2.3 Electrophysiologic study and voltage mapping
All antiarrhythmic drugs were discontinued for at least 5 half-lives
before the ablation procedure. Electrophysiologic study was undertaken
with patients under conscious sedation achieved with dexmedetomidine,
propofol, and fentanyl.8,9 Two long sheaths (Agilis
steerable sheath and SL0 sheath, St. Jude Medical Inc., St. Paul, MN)
were positioned in the LA. Heparin was used to maintain an activated
clotting time >300 seconds throughout the procedure.

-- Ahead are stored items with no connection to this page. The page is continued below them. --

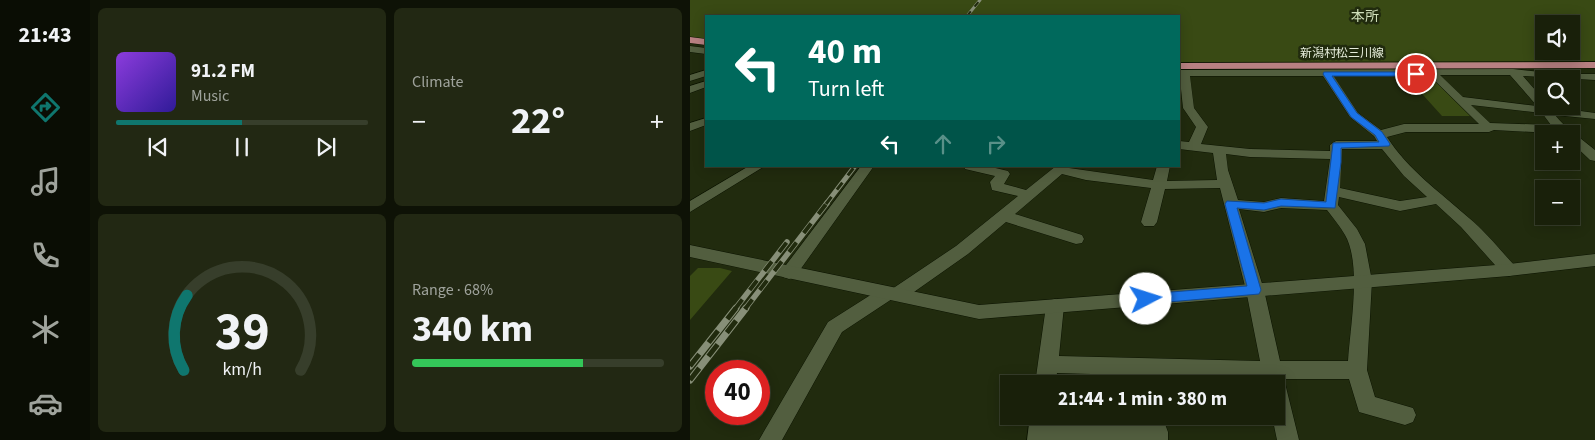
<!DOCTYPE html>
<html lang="en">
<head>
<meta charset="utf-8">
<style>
	body { margin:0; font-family:"Source Sans 3","Noto Sans JP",sans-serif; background:#222813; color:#f1f3f6; height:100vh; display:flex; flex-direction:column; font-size:19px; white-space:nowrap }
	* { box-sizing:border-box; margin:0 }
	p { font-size:16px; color:#9fa39c }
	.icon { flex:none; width:28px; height:28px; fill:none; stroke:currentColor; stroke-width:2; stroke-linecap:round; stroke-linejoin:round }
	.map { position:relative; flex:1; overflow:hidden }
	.sheet { display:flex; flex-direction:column; gap:8px; padding:8px; background:#0e1206; width:600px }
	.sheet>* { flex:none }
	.banner { position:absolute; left:15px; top:15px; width:475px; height:152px; border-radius:0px; box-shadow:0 2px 12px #0003,0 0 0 1px #373e2b; background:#00695c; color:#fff; overflow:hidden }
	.controls { position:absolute; left:845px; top:15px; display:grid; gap:10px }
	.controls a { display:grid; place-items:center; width:45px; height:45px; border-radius:0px; background:#19200a; box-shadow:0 2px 12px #0003,0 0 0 1px #373e2b; font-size:25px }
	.speed { position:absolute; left:15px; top:360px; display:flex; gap:10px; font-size:25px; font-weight:700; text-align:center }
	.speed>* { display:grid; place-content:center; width:65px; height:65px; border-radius:50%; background:#19200a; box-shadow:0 2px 12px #0003,0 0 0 1px #373e2b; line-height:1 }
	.speed .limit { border:8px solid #d22; background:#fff; color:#111 }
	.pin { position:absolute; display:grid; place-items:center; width:42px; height:42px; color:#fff; margin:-21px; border:2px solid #fff; border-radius:50%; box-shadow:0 1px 5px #0007 }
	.me { position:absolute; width:55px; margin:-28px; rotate:85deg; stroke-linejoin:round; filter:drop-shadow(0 0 4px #0008) }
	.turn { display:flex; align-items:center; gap:18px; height:105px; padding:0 20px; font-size:22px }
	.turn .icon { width:65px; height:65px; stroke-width:2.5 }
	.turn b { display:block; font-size:35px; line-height:42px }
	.lanes { display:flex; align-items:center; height:48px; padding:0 20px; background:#0003; justify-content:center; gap:25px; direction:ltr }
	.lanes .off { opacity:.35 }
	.big { font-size:38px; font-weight:700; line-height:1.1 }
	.sheet .tile { flex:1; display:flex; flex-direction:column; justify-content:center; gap:8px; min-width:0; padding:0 18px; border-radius:8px; background:#222813 }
	.sheet .dial { align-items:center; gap:0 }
	.dial svg { height:130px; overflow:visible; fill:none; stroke:#373e2b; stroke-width:7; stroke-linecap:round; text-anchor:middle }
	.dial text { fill:#f1f3f6; stroke:none }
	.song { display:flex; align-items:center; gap:15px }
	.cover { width:60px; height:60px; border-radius:8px; background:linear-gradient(135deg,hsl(270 70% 55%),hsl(250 70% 35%)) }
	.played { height:5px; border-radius:2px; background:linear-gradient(90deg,#0f766e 50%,#373e2b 50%) }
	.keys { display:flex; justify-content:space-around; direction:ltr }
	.heat { display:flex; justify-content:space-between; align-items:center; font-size:28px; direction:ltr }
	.charge { height:8px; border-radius:4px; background:linear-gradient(90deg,#34c759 68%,#373e2b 0) }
	.sheet .tiles { flex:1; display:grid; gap:8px; grid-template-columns:repeat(2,1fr) }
	.trip { position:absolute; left:310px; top:375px; width:285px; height:50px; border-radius:0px; background:#19200a; box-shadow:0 2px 12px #0003,0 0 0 1px #373e2b; font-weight:700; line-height:50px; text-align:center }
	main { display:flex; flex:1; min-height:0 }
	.menu { display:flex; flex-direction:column; width:90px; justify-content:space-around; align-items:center; background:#0a0d04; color:#9fa39c }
	.menu .icon { width:35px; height:35px }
	.menu .on { color:#0f766e }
	.menu b { font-size:22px; color:#f1f3f6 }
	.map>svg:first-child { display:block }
	.green { fill:#394a14; fill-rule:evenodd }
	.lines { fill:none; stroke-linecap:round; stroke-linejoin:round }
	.street-casing { stroke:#0b1300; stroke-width:1 }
	.secondary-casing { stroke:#0b1300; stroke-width:1 }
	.primary-casing { stroke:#0b1300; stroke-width:1 }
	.street { fill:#525e3f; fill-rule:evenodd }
	.secondary { fill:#525e3f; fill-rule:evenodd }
	.primary { fill:#b88082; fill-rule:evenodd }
	.rail-far3-casing { stroke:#878f78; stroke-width:3 }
	.rail-far2-casing { stroke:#878f78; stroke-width:5 }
	.rail-far1-casing { stroke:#878f78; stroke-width:5.5 }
	.rail-casing { stroke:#878f78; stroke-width:7 }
	.rail-far3 { stroke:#212b0e; stroke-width:2; stroke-dasharray:6; stroke-linecap:butt }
	.rail-far2 { stroke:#212b0e; stroke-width:3; stroke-dasharray:9; stroke-linecap:butt }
	.rail-far1 { stroke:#212b0e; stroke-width:4; stroke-dasharray:12; stroke-linecap:butt }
	.rail { stroke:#212b0e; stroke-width:5; stroke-dasharray:15; stroke-linecap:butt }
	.route { fill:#1a73e8; stroke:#114b97 }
	.labels { text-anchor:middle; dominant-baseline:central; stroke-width:5; stroke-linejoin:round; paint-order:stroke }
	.far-street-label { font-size:12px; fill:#e5ecda; stroke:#212b0e }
	.far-neighbourhood-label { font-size:14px; fill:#d0dfbb; stroke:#212b0e }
</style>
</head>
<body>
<main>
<nav class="menu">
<b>21:43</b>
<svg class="icon on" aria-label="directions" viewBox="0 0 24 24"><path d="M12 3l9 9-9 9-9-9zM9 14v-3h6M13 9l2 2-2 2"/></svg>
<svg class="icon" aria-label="music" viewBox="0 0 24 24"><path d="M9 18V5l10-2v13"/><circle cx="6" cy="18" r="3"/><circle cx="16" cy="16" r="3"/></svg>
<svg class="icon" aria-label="phone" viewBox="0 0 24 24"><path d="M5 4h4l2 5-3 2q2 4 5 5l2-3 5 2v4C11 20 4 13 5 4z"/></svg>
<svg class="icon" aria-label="climate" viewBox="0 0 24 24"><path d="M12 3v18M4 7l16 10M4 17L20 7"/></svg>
<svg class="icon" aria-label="car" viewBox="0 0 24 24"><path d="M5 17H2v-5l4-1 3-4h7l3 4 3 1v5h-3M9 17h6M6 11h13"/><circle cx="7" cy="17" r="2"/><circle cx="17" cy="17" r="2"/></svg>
</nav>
<section class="sheet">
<div class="tiles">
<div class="tile">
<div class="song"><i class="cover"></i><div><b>91.2 FM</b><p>Music</p></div></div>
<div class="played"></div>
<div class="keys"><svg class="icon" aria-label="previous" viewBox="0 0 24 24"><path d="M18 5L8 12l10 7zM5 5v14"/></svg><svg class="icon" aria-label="pause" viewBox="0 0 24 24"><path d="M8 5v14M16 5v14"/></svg><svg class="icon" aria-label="next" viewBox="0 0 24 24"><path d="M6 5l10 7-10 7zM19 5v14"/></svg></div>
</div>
<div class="tile"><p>Climate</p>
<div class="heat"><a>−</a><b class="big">22°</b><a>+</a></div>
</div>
<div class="tile dial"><svg viewBox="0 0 100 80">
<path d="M14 69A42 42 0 1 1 86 69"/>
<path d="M14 69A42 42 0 0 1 16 23" stroke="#0f766e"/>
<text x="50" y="56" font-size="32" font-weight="700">39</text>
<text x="50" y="72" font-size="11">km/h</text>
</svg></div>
<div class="tile"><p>Range · 68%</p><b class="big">340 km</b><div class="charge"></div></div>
</div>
</section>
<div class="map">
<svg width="905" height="440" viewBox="0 0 905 440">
	<rect width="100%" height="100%" fill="#212b0e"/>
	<path class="green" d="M 0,0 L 905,0 L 905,63 L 489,66 L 489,16 L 16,16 L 16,41 L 0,38 ZM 854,24 L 881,24 L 881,51 L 854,51 Z
		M 715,75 L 739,75 L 780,116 L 752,116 Z
		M 8,268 L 30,268 L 42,271 L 0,320 L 0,276 Z"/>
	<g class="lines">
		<g class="street-casing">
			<path id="street" d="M 0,46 L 16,48 L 16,54 L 0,52 Z
				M 823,69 L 870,74 L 905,74 L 905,80 L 833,76 L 854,100 L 854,106 L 905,113 L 905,119 L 865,115 C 876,129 891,138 905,150 L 905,161 L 900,160 L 881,142 L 881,134 L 804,130 L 799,132 L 716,132 L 697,137 C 718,170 750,192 779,218 C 796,232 810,250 825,266 L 827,270 L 825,274 L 819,276 L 813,274 L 771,227 L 746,204 L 710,211 L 649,197 L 648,205 L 667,229 L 675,244 L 682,281 L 677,370 L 685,397 L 723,408 L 726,415 L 723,422 L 715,425 L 669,412 L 659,379 L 594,379 L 609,440 L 587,440 L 582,416 L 586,416 L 586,384 L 575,384 L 574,379 L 367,373 L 365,384 L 345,384 L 356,306 L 359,301 L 365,299 L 371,301 L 374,306 L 369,356 L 570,361 L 556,290 L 530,188 L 475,189 L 467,222 L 464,226 L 454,226 L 451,222 L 461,188 L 396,180 L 372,174 L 325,214 L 392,235 L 394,239 L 392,243 L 386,244 L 316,222 L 278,254 L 214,299 L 208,301 L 202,299 L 152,332 L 92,440 L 69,440 L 138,322 L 190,289 L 196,287 L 202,289 L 266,246 L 328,196 L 302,190 L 300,182 L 305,176 L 275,169 L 274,166 L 297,166 L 318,171 L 320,174 L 314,184 L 336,190 L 366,166 L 380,166 L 379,168 L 463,180 L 467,166 L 480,166 L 477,181 L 527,180 L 523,153 L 489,149 L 489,141 L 499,142 L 506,127 L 493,108 L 489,70 ZM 643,75 L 739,75 L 789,124 L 714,124 L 691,130 L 668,113 ZM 750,75 L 820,75 L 847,106 L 773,97 ZM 500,76 L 633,76 L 660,117 L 684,136 L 687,141 L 646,141 L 640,145 L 640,151 L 560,149 L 511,144 L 518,127 L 504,108 ZM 781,105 L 852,113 L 861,125 L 800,123 ZM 652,149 L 692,149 L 714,176 L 737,197 L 710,201 L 650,188 ZM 536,154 L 560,157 L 640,159 L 634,201 L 591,198 L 574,202 L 548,200 L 538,170 ZM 591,208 L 637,210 C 643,218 650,226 655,235 C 672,264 660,328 658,361 L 590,361 L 574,290 L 549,209 L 574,212 Z
				M 16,70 L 16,76 L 0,81 L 0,75 Z
				M 16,81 L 16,87 L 0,93 L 0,86 Z
				M 16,118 L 16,125 L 0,131 L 0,123 Z
				M 59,166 L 75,166 L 0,212 L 0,201 Z
				M 171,166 L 184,166 L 105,277 L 99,279 L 93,277 L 91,273 L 93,269 Z
				M 340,416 L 362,416 L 361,423 L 467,421 L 475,424 L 478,432 L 478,440 L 337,440 Z"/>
		</g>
		<g class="secondary-casing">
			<path id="secondary" d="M 0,245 L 289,305 L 819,264 L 905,254 L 905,266 L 819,276 L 289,319 L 0,257 Z"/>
		</g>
		<g class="primary-casing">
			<path id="primary" d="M 0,37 L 16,39 L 16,45 L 0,43 Z
				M 905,62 L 905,68 L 489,69 L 489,63 Z"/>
		</g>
		<use href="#street" class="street"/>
		<use href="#secondary" class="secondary"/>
		<use href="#primary" class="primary"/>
		<g class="rail-far3-casing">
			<path id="rail-far3" d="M 277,16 L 290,0"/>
		</g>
		<g class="rail-far2-casing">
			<path id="rail-far2" d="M 136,204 L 165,166"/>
		</g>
		<g class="rail-far1-casing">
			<path id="rail-far1" d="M 45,309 L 97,242
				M 55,309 L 137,203"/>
		</g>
		<g class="rail-casing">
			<path id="rail" d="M 0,366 L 46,308
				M 0,380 L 56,308"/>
		</g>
		<use href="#rail-far3" class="rail-far3"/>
		<use href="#rail-far2" class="rail-far2"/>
		<use href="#rail-far1" class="rail-far1"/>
		<use href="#rail" class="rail"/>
	</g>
	<path class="route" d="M 634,72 L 728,72 L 728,75 L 726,76 L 642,76 L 667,113 L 692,132 L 700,144 L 699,146 L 651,148 L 651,162 L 645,208 L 591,206 L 574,210 L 547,208 L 571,290 L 569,294 L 456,304 L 451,303 L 449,299 L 451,295 L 456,294 L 557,286 L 535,204 L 537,201 L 574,203 L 591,199 L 636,202 L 643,143 L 689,142 L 685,135 L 661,117 L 633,74 Z"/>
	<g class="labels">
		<g class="far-street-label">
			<text x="652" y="53">新潟村松三川線</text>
		</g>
		<g class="far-neighbourhood-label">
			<text x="675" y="17">本所</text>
		</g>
	</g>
</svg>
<div class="controls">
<a><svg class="icon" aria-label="sound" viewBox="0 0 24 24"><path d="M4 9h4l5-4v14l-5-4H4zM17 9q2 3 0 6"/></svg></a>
<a><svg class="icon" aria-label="search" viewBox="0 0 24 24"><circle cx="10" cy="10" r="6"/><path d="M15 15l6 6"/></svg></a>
<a>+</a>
<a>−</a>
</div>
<div class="speed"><div class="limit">40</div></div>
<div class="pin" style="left:726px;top:74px;background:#d93025"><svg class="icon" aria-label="arrive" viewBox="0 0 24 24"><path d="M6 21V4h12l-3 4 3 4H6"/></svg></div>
<svg class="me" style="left:456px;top:299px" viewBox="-20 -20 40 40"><circle r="19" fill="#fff"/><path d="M0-13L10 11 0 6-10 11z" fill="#1a73e8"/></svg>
<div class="trip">21:44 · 1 min · 380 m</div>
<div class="banner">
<div class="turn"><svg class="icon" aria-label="left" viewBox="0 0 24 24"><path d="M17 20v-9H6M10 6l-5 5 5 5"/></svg><div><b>40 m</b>Turn left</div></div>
<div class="lanes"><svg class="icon" aria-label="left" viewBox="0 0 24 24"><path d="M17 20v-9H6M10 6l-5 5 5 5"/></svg><svg class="icon off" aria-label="ahead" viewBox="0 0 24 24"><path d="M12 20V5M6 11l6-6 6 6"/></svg><svg class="icon off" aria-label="right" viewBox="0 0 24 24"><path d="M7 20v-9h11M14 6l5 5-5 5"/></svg></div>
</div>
</div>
</main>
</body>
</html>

For each patient, a high-density LA voltage map was created by means of
a 3-dimensional mapping system (CARTO3, Biosense Webster, Diamond Bar,
CA) and a multispline catheter with 2-mm interelectrode spacing
(PentaRay NAV; Biosense Webster). The map was created during sinus
rhythm, and if before ablation the patient was in AF rhythm, the map was
created after sinus rhythm was restored by means of low-energy (10–20
joules) internal cardioversion performed with a catheter (BeeAT; Japan
Lifeline, Tokyo, Japan) placed in the coronary sinus. Bipolar signals
were acquired with a high-pass filter at 30 Hz and a low-pass filter at
500 Hz. For each of the 3 segments on the roof line and each of the 3
segments on the floor line where the CT-based measurements of LAPW
thickness were obtained, voltage was measured at 3 sites closest to the
ablation line, and the 3 measured voltages were averaged for the
analysis (Figure 2). Obviously dull potentials, suggesting the
electrograms were recorded by the catheter not in contact with the LA,
were excluded. In addition, the modified AI was calculated for each of
the 3 segments on both ablation lines.